O secretário de Estado de Fazenda de Mato Grosso afirmou, nesta sexta-feira (24), que a Reforma Tributária traz desafios relevantes para estados com economia voltada à produção, como Mato Grosso. A declaração foi feita durante palestra a auditores do Tribunal de Contas do Estado (TCE-MT), em Cuiabá.
Durante o encontro, o gestor explicou que a principal mudança será a migração gradual para um sistema baseado no destino, em que a arrecadação acompanha o local de consumo, e não mais a origem da produção.
“Nós somos um estado com uma economia muito dinâmica, mas voltada à produção, não tanto ao consumo. Como o eixo da tributação será esse novo IVA, isso exige um olhar atento”, afirmou.
Ao tratar do cenário estadual, ele destacou que Mato Grosso ampliou a arrecadação nos últimos anos sem aumento de impostos. A alíquota do ICMS foi mantida em 17%, enquanto outros estados promoveram reajustes no mesmo período.
“O crescimento médio do Brasil foi de 60%, enquanto Mato Grosso cresceu 104% entre 2019 e 2024”, disse.

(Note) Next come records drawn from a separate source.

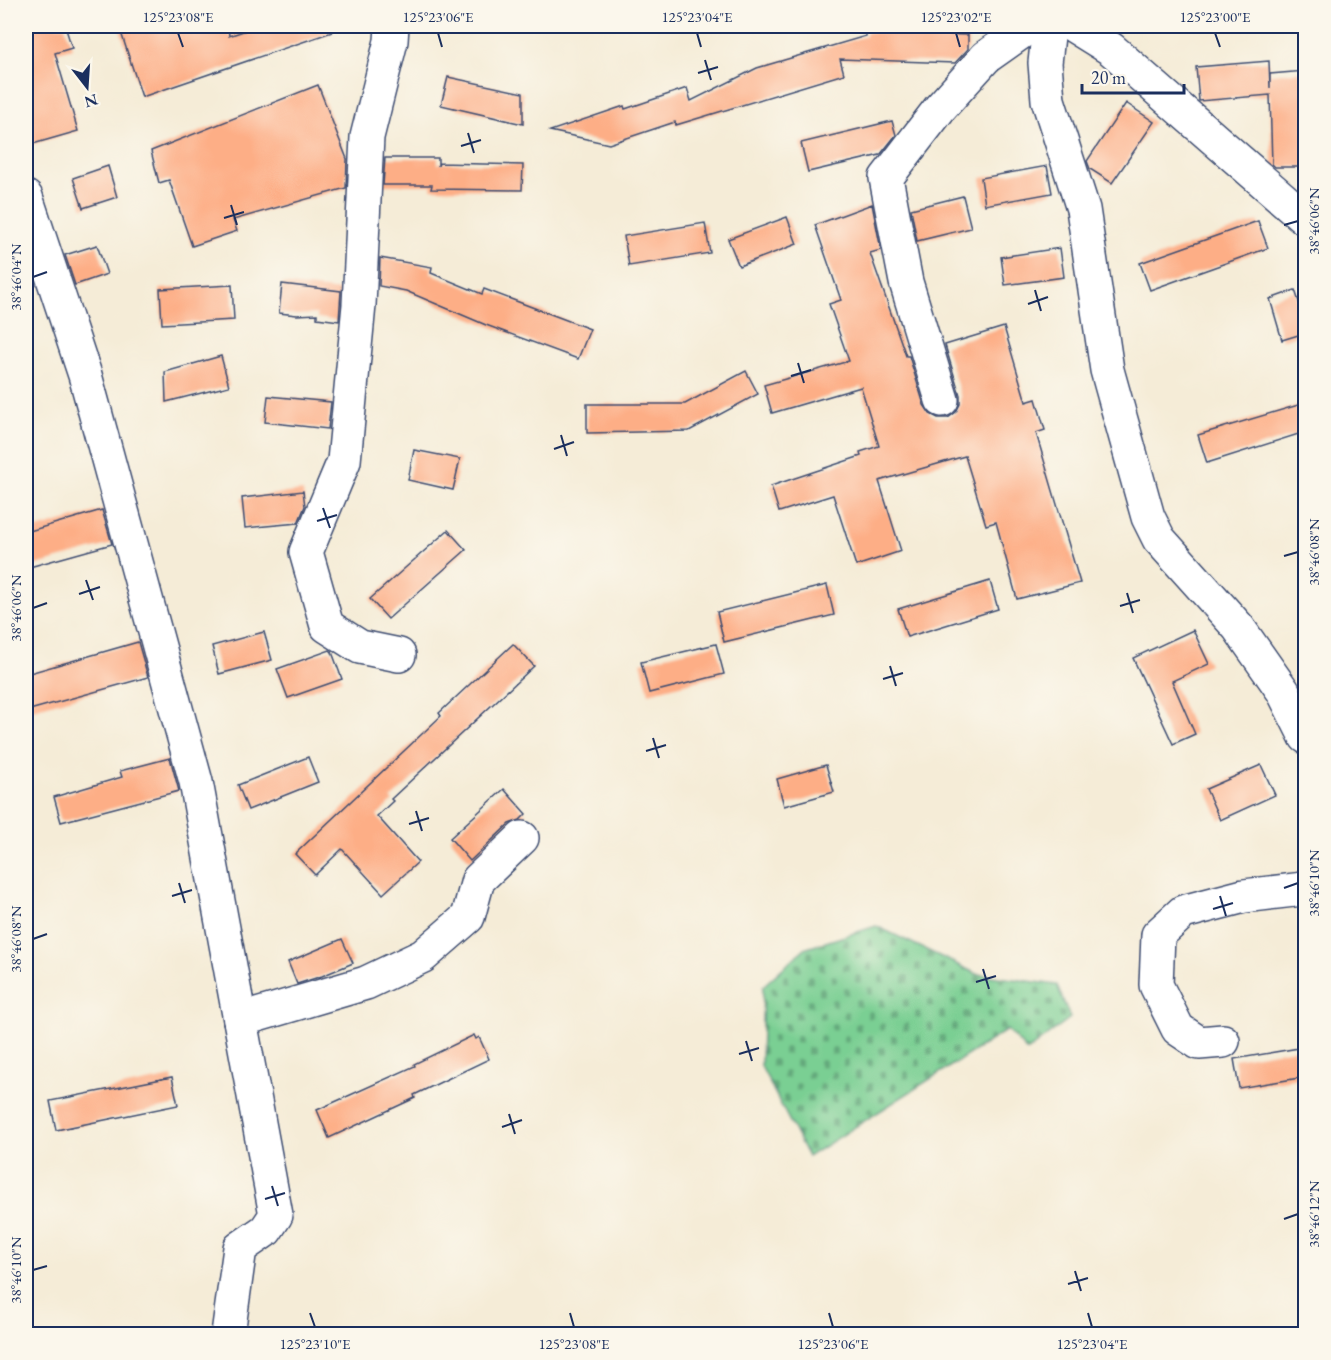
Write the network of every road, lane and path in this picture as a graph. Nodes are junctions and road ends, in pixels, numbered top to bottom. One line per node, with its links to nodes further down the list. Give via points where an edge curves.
1 (392, 26): 8 (street, via 367,137 359,305 344,461 306,552 327,626 360,647)
2 (1030, 26): 7 (street, via 986,57 886,178 906,282)
3 (1049, 26): 9 (street, via 1045,63 1048,100 1083,209 1107,370 1148,518 1159,539 1238,627 1283,691)
4 (1074, 26): 6 (street, via 1111,49)
5 (26, 197): 12 (street, via 85,375 196,782)
6 (1305, 219)
7 (942, 400)
8 (399, 655)
9 (1305, 737)
10 (522, 838): 12 (street, via 478,880 468,917 423,956 366,983)
11 (1305, 886): 13 (street, via 1183,912 1158,935 1156,985 1178,1029 1199,1043)
12 (240, 1020): 14 (street, via 276,1215 266,1230 240,1248)
13 (1223, 1041)
14 (228, 1335)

Segundo o secretário, a revisão da política de incentivos fiscais também contribuiu para estimular a industrialização e ampliar investimentos privados, com destaque para o setor de etanol de milho, no qual o estado lidera a produção nacional.
A apresentação também abordou o início da transição do novo sistema tributário a partir de 2026, com a implementação gradual da Contribuição sobre Bens e Serviços (CBS) e do Imposto sobre Bens e Serviços (IBS). A substituição completa do ICMS e do ISS está prevista para ocorrer até 2033.
“O Estado consegue retornar para a sociedade todo o crescimento da arrecadação graças à gestão fiscal, ao equilíbrio das contas e ao controle do gasto público”, concluiu.